When the DOJ Says It, Jurors Listen

A study was published a couple of years ago that tested juror reactions to information suggesting that police had failed to follow best practices in conducting eyewitness lineup procedures. (I haven’t found the text online, but here’s the cite: J.M. Lampinen et al., The reactions of mock jurors to the Department of Justice Guidelines for the collection and preservation of eyewitness evidence, 27 Basic and Applied Soc. Psychol. 155 (2005)).

The study used a set of mock trial transcripts, which were adapted from a real robbery case, in which a man was described as having robbed a convenience store while wearing a “makeshift” mask, and who told store employees that he had a gun and was “not afraid to use it.” Three witnesses testified against the defendant — one who claimed to have seen the perpetrator from about 40 feet away outside the store, as he removed his mask, a police officer who was inside the store during the robbery, and a friend of the defendant who testified that the defendant had a gambling problem and owed a lot of money, thereby establishing motive. The first witness selected the defendant from a photo array, after which charges were filed.

The researchers tested three different conditions, using the same facts — in the first (control) condition, a trial transcript was provided to mock jurors including no mention of police errors in conducting the lineup procedure. In the second condition, two police errors relating to lineup procedures were mentioned, which were subsequently brought up by the defense. In the third, the same two police errors were mentioned, and the defense attorney not only highlights them, but also points out that they violate the Department of Justice Guide for Law Enforcement on Eyewitness Evidence (PDF). Aside from these modifications, the underlying transcripts were identical.

From the second condition:

Q. Officer Jacobs, I want to now ask you about the lineup which you showed to Ms. Wilcox.
A. Okay.
Q. Officer Jacobs, did you ever inform Ms. Wilcox that the culprit may or may not be in the lineup?
A. I don’t believe so.
Q. Don’t you believe it would have been a good idea to let the witness know that she didn’t have to pick somebody?
A. In my experience, things like that don’t make any difference.
Q. Officer Jacobs, Mr. Martinez has a mole on his left cheek, did any of the other photographs you showed Ms. Wilcox have a mole?
A. No.
Q. Aren’t you afraid that would make Mr. Martinez stand out?
A. No sir I wasn’t. In my experience, witnesses either recognize someone or they don’t.

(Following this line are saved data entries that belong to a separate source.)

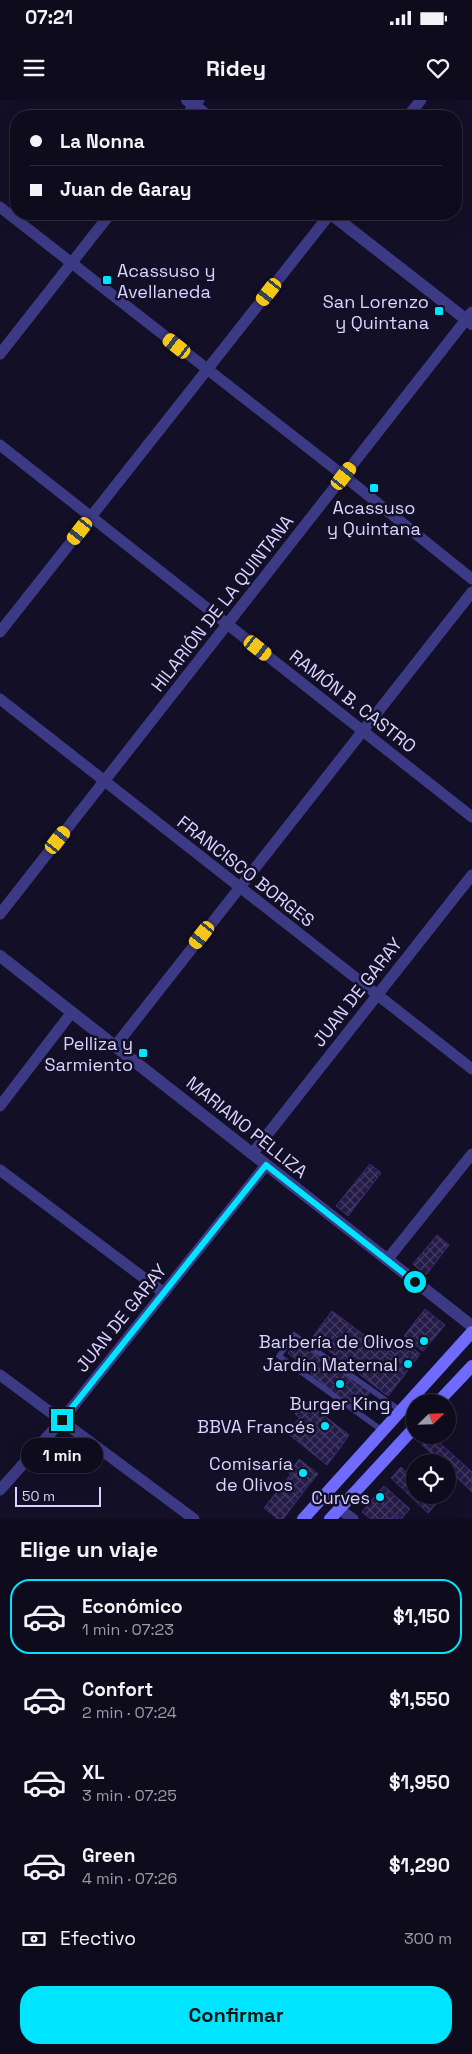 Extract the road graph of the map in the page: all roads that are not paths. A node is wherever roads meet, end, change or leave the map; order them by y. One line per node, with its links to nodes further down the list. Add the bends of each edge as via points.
1 (421, 100): 2 (street)
2 (413, 110)
3 (0, 207): 4 (street)
4 (10, 215)
5 (16, 220): 9 (street)
6 (105, 220): 9 (street)
7 (326, 220): 12 (street)
8 (339, 220): 10 (street)
9 (71, 264): 11 (street); 12 (street)
10 (470, 319): 14 (street, HILARIÓN DE LA QUINTANA)
11 (0, 354)
12 (207, 370): 14 (street); 15 (street)
13 (0, 445): 15 (street, RAMÓN B. CASTRO)
14 (344, 476): 16 (street); 18 (street, HILARIÓN DE LA QUINTANA)
15 (91, 517): 18 (street, RAMÓN B. CASTRO); 19 (street)
16 (472, 580)
17 (472, 592): 21 (street)
18 (228, 624): 21 (street, RAMÓN B. CASTRO); 22 (street, HILARIÓN DE LA QUINTANA)
19 (0, 632)
20 (0, 699): 22 (street, FRANCISCO BORGES)
21 (363, 731): 23 (street, RAMÓN B. CASTRO); 25 (street)
22 (104, 782): 25 (street, FRANCISCO BORGES); 26 (street, HILARIÓN DE LA QUINTANA)
23 (472, 817)
24 (472, 875): 28 (street, JUAN DE GARAY)
25 (239, 888): 28 (street, FRANCISCO BORGES); 30 (street)
26 (0, 914)
27 (0, 956): 29 (street, MARIANO PELLIZA)
28 (376, 996): 31 (street, FRANCISCO BORGES); 33 (street, JUAN DE GARAY)
29 (72, 1012): 30 (street, MARIANO PELLIZA); 32 (street)
30 (116, 1045): 33 (street, MARIANO PELLIZA)
31 (472, 1069)
32 (0, 1106)
33 (252, 1154): 35 (street, MARIANO PELLIZA)
34 (472, 1154): 37 (street)
35 (266, 1165): 37 (street, MARIANO PELLIZA); 38 (street, JUAN DE GARAY)
36 (0, 1170): 38 (street)
37 (387, 1260): 39 (street, MARIANO PELLIZA)
38 (164, 1293): 45 (street, JUAN DE GARAY)
39 (472, 1326)
40 (472, 1332): 44 (main road)
41 (472, 1366): 43 (main road)
42 (0, 1374): 45 (street)
43 (446, 1394)
44 (401, 1411): 46 (main road); 46 (lane, via 294,1335 279,1356)
45 (62, 1420): 48 (street, JUAN DE GARAY); 50 (street)
46 (384, 1431): 51 (main road)
47 (406, 1436): 49 (main road)
48 (0, 1490)
49 (339, 1509): 52 (main road); 53 (street)
50 (194, 1519)
51 (303, 1519)
52 (330, 1519)
53 (352, 1519) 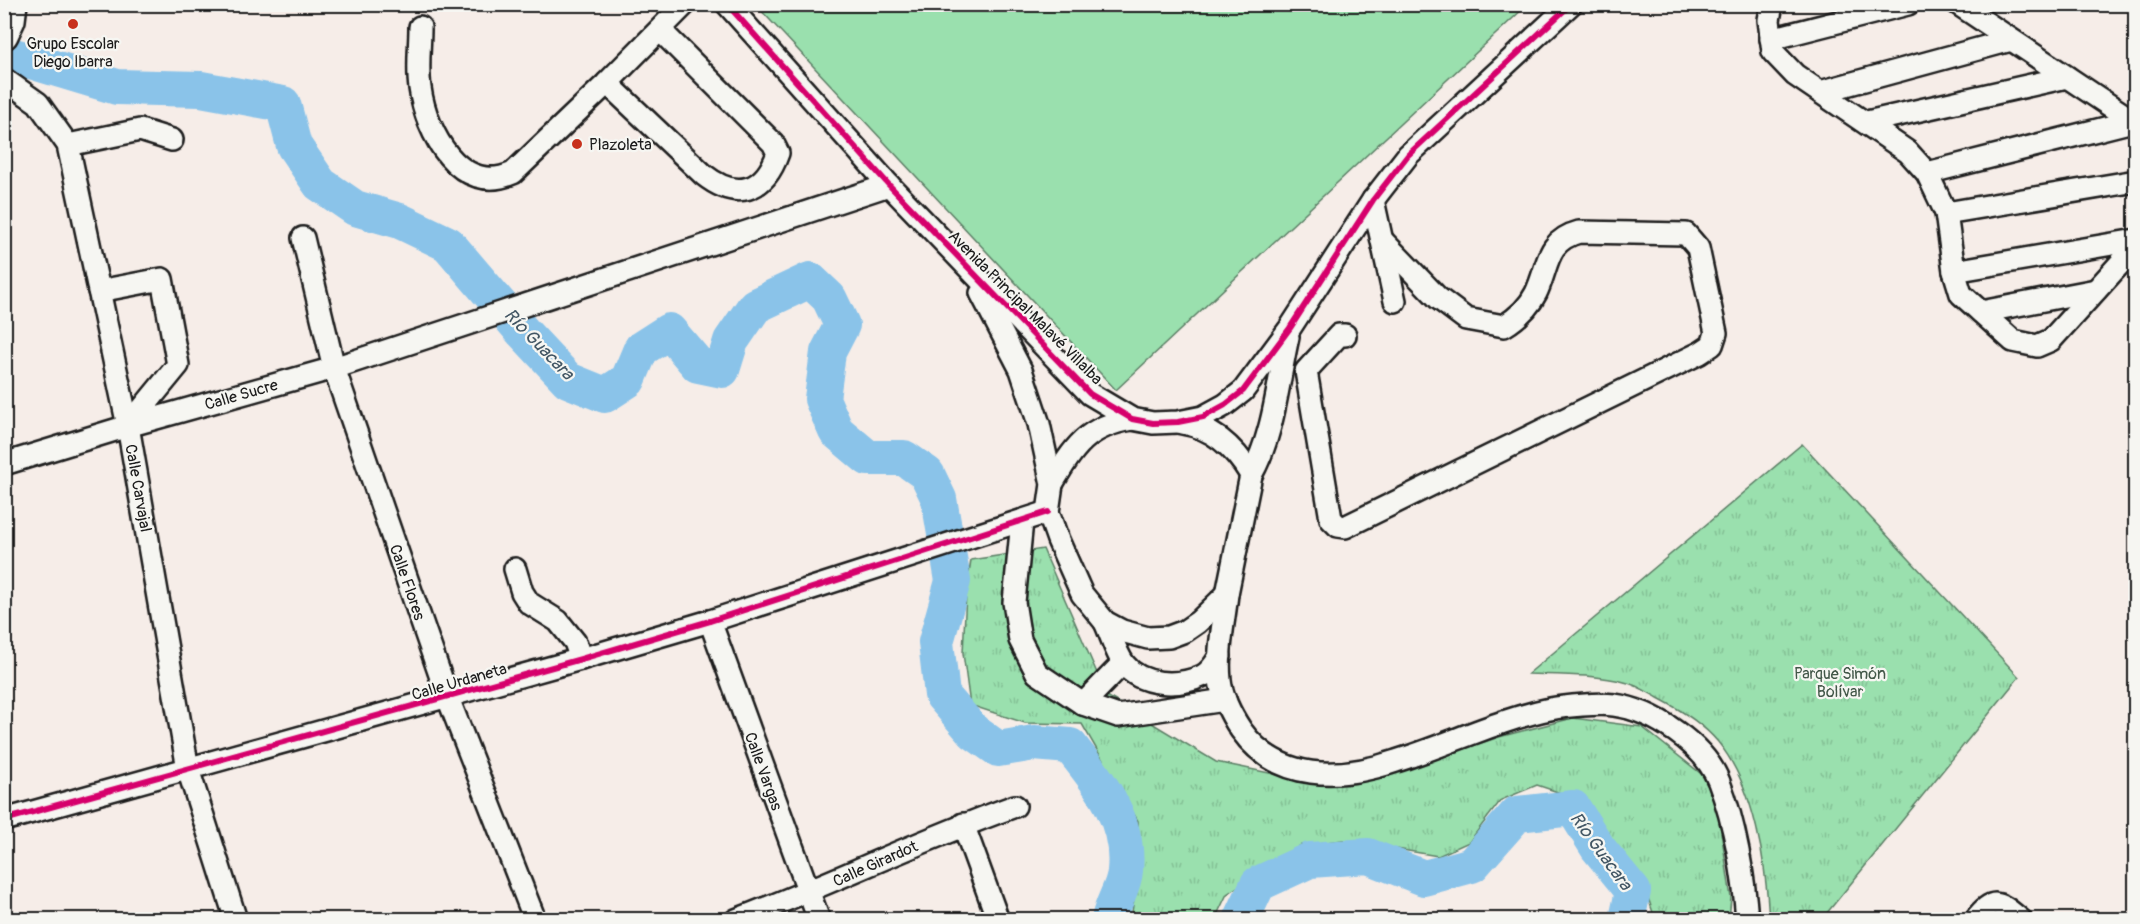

And then from the condition in which the procedures used were contrasted with DOJ best practices:

Q. Officer Jacobs, I want to now ask you about the lineup which you showed to Ms. Wilcox.
A. Okay.
Q. Officer Jacobs, did you ever inform Ms. Wilcox that the culprit may or may not be in the lineup?
A. I don’t believe so.
Q. Don’t you believe it would have been a good idea to let the witness know that she didn’t have to pick somebody?
A. In my experience, things like that don’t make any difference.
Q. Officer Jacobs, are you familiar with the Department of Justice guidelines that were recently published entitled “Eyewitness Evidence: A Guide for Law Enforcement”?
A. I’ve heard of them.
Q. And are you aware that they state that the investigating officer should make clear to the witness that the culprit may or may not be in the lineup?
A. No I wasn’t.
Q. Alright Officer Jacobs, Mr. Martinez has a mole on his left cheek, did any of the other photographs you showed Ms. Wilcox have a mole?
A. No.
Q. Aren’t you afraid that would make Mr. Martinez stand out?
A. No sir I wasn’t. In my experience, witnesses either recognize someone or they don’t.
Q. I see, well were you aware, Officer Jacobs, that the Department of Justice guidelines state that the suspect should not stand out as being different from the
other members of the lineup?
A. No I wasn’t.

The same tactics were echoed in closing arguments.

The result?

Mock jurors in the DOJ condition (a) voted to convict at a lower rate, (b) rated the eyewitness as less credible, (c) rated the investigating officer as less professional, and (d) were more likely to opine that the investigating officer had thereby jeopardized the prosecution’s case.

Just as interesting was the fact that raising problems with the ID procedures on cross and again in closing produced no fewer convictions than the condition in which the errors were never mentioned at all.

The moral? Juries listen when they learn that police violated practices set forth by an authoritative source. They pay less mind when the source is a defense lawyer.

UPDATE: I should mention, as has been mentioned to me, that the results of this study should not be taken to invoke a sort of fatalism in those cases where introduction of the DOJ guidelines, or some other authoritative source, is not permitted or otherwise possible. A cursory look at the study shows that the second condition by no means involved a properly developed cross of a cop on a flawed ID procedure, and the lack of difference in conviction rate between the first two conditions should certainly not be taken to mean that it isn’t worthwhile to wage a full scale attack on bad IDs, even when you can’t get authoritative best practices in front of the jury. The silent lesson from the study might just be that your cross shouldn’t look like the one in condition #2.